Data supplied:
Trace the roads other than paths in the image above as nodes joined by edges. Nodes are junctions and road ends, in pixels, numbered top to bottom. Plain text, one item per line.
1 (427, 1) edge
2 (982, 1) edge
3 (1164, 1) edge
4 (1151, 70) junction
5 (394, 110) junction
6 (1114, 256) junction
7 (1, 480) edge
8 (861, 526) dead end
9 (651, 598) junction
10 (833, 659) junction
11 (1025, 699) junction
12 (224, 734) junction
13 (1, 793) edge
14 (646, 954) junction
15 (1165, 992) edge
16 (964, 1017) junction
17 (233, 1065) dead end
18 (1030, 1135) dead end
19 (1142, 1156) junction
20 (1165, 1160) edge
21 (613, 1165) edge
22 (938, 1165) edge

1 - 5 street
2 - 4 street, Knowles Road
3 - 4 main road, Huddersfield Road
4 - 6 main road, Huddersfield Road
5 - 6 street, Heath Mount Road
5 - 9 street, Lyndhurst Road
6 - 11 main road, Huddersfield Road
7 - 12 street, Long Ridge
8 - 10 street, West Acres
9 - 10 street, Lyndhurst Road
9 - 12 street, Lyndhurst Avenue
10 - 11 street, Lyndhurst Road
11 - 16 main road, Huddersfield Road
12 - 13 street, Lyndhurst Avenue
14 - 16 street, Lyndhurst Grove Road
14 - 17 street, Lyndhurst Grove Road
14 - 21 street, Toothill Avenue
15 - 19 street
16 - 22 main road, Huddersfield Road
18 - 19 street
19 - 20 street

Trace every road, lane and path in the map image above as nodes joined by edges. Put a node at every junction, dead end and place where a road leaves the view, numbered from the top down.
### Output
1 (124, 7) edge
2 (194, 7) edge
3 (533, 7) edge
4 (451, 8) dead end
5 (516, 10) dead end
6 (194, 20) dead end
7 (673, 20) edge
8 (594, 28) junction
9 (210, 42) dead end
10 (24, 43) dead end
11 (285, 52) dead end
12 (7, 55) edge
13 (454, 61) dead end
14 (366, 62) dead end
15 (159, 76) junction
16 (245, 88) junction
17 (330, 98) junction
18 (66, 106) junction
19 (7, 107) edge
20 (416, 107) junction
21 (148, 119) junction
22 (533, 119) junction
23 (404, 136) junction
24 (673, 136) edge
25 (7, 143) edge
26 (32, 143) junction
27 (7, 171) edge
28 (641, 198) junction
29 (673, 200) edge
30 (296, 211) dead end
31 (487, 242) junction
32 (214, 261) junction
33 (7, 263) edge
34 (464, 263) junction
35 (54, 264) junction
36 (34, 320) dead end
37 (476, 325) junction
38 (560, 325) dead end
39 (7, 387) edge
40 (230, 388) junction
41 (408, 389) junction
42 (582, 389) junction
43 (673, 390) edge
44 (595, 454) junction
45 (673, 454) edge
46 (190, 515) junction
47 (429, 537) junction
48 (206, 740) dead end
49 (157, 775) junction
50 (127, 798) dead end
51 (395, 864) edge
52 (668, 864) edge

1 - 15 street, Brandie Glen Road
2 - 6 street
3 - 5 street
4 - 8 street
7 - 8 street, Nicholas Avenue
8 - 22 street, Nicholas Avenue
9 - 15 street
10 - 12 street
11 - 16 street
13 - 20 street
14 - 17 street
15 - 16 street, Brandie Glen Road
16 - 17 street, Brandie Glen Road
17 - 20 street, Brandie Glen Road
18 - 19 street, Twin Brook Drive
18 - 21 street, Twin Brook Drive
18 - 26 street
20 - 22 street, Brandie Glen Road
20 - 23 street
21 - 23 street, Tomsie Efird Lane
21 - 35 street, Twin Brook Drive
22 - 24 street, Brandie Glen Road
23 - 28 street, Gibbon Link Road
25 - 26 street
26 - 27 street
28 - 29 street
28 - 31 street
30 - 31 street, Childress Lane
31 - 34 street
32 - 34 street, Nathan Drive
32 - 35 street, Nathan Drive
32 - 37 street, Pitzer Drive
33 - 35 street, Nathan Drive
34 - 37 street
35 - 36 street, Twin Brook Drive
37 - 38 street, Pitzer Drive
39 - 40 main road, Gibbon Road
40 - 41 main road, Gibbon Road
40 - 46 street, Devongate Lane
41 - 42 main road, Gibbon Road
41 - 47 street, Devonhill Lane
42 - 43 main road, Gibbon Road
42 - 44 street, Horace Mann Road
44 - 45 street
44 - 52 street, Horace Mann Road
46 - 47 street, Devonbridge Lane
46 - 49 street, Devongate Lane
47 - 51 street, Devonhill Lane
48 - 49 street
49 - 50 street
...
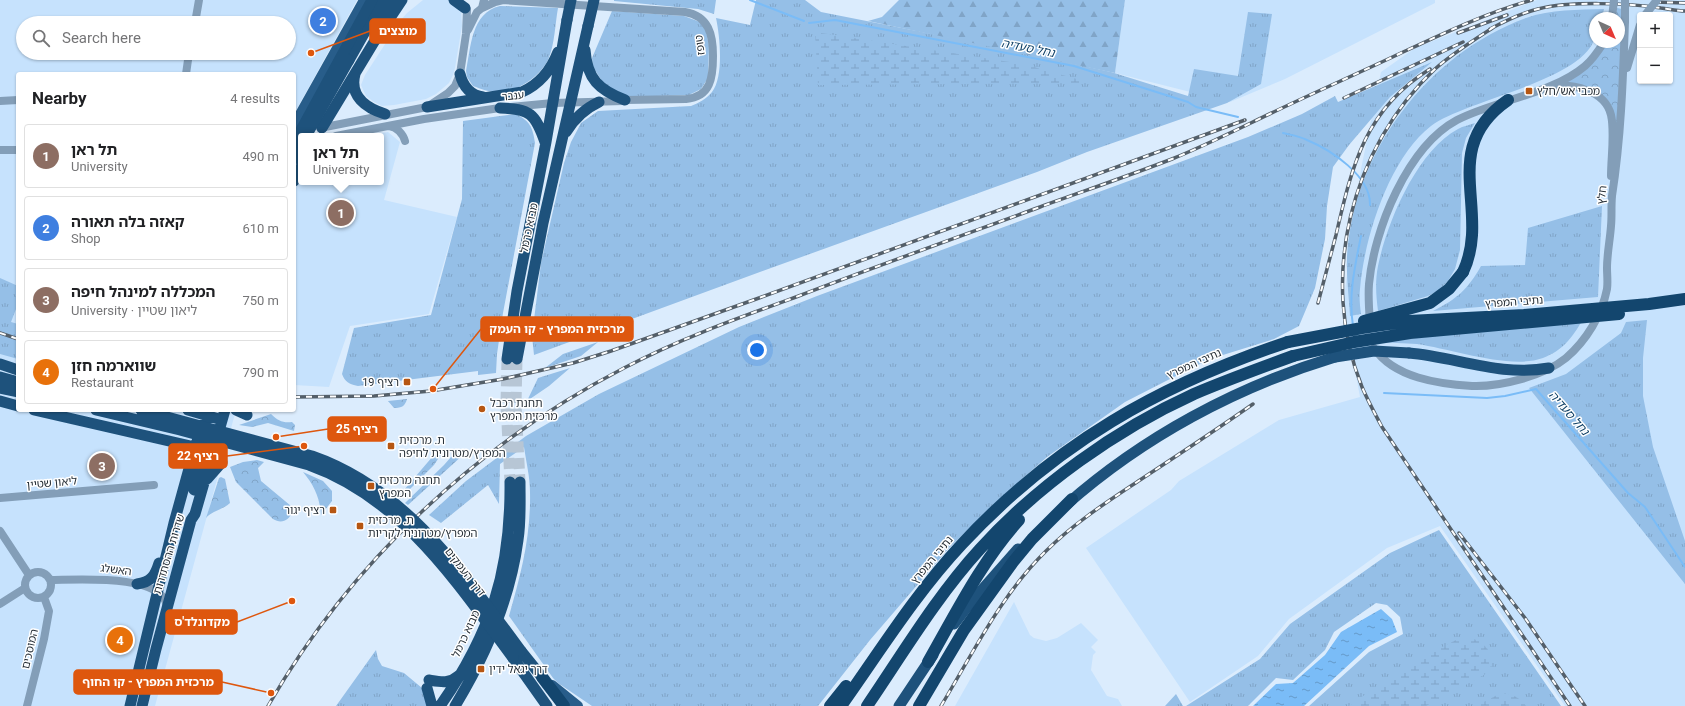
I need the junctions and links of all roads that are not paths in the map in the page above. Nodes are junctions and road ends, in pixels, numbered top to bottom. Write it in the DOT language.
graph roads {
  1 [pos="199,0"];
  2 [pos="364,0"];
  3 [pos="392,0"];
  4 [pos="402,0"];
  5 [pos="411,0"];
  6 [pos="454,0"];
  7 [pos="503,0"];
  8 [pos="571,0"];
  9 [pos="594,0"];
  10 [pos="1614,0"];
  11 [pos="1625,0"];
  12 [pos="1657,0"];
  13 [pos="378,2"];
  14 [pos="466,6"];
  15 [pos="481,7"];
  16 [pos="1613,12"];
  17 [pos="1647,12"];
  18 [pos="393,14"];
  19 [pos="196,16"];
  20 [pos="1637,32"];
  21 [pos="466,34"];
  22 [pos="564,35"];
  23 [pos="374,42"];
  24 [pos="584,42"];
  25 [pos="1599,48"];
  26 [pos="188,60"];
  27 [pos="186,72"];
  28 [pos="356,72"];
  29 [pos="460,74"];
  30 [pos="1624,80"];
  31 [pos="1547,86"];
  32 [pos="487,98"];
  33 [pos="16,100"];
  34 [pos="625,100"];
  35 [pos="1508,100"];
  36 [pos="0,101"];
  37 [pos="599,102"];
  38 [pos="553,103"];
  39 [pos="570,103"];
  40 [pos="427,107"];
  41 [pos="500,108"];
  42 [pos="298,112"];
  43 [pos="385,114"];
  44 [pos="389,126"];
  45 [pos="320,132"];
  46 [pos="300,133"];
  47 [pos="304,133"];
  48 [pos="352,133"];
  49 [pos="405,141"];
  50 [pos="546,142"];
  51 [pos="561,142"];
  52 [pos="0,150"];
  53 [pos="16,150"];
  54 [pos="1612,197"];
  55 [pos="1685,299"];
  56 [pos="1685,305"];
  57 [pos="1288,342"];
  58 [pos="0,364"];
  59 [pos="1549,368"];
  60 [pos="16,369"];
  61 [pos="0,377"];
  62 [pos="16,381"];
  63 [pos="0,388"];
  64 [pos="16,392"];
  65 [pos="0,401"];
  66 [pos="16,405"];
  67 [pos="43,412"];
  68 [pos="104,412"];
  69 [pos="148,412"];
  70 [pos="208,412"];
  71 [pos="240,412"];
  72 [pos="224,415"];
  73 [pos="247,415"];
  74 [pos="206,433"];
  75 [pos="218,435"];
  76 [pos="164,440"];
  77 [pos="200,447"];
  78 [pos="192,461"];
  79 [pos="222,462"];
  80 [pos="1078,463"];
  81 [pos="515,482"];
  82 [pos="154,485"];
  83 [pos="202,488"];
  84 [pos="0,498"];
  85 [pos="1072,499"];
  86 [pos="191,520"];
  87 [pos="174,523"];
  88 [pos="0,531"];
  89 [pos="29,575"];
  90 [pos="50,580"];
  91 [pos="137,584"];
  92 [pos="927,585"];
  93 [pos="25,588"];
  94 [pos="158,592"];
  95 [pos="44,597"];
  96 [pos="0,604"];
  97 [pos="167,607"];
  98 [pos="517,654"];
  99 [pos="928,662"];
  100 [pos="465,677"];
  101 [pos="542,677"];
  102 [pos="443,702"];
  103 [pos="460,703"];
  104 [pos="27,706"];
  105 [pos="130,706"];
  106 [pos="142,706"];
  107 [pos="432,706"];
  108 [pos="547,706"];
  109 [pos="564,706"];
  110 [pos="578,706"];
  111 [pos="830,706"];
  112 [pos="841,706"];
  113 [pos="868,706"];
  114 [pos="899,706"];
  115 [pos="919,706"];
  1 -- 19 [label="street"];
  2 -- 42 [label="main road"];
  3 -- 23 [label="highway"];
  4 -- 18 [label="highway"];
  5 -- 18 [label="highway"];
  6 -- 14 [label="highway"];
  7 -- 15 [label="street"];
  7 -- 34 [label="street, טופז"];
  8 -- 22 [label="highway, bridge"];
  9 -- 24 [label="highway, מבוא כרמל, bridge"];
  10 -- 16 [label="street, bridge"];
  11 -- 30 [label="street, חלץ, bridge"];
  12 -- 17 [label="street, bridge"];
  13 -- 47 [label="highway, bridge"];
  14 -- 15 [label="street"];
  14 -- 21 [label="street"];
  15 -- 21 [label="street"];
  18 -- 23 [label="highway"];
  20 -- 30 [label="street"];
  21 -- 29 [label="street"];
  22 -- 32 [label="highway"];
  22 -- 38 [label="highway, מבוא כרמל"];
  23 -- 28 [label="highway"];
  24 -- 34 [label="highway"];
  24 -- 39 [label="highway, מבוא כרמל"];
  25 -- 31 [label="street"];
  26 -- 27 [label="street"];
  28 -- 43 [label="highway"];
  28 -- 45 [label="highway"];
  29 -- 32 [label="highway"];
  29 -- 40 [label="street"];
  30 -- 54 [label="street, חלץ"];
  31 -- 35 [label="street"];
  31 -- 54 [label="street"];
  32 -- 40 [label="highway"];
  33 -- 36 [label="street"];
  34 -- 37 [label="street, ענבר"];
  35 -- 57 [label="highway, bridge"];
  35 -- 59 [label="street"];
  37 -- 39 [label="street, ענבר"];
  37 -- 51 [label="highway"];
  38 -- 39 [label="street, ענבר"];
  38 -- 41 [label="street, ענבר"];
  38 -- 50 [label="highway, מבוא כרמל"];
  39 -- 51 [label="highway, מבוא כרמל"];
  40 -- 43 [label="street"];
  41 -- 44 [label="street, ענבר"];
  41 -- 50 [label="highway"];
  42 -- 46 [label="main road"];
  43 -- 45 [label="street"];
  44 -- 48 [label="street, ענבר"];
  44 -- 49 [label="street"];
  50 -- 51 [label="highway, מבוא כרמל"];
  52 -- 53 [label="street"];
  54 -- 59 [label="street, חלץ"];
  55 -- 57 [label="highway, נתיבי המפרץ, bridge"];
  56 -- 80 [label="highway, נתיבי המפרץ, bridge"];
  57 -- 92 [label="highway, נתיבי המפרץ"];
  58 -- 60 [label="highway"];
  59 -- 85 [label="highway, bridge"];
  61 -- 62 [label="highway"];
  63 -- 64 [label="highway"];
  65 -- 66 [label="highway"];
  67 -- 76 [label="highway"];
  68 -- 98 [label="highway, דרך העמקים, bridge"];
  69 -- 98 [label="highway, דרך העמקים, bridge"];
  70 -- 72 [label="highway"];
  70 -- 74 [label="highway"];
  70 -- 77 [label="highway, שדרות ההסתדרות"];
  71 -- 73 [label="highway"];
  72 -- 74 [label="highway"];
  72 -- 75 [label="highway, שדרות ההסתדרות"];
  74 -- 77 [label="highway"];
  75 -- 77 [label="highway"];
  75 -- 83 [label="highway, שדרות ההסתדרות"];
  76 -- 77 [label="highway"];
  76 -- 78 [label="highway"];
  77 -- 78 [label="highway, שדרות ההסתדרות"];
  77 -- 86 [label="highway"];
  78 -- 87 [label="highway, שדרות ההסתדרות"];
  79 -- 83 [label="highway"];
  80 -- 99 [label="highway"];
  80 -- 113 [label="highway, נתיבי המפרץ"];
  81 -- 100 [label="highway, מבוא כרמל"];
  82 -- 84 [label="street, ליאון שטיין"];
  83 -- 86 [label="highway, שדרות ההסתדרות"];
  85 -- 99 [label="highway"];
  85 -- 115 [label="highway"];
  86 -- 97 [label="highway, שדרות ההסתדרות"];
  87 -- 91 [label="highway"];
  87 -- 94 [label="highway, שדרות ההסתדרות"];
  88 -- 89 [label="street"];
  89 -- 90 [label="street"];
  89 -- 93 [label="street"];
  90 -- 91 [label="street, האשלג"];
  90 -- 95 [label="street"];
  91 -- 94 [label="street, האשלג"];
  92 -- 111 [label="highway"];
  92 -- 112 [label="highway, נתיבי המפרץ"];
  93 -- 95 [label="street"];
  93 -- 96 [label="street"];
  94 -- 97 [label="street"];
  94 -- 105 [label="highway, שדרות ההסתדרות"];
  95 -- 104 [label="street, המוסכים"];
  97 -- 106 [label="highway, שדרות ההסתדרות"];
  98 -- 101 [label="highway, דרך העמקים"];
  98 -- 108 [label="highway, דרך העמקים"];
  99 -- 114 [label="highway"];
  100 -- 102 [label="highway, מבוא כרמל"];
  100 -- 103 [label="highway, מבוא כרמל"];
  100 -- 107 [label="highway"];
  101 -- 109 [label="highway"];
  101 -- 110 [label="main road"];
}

Exercise details:
Using the material, show each line where the string "ההסתדרות" can be found.

Task answer:
  70 -- 77 [label="highway, שדרות ההסתדרות"];
  72 -- 75 [label="highway, שדרות ההסתדרות"];
  75 -- 83 [label="highway, שדרות ההסתדרות"];
  77 -- 78 [label="highway, שדרות ההסתדרות"];
  78 -- 87 [label="highway, שדרות ההסתדרות"];
  83 -- 86 [label="highway, שדרות ההסתדרות"];
  86 -- 97 [label="highway, שדרות ההסתדרות"];
  87 -- 94 [label="highway, שדרות ההסתדרות"];
  94 -- 105 [label="highway, שדרות ההסתדרות"];
  97 -- 106 [label="highway, שדרות ההסתדרות"];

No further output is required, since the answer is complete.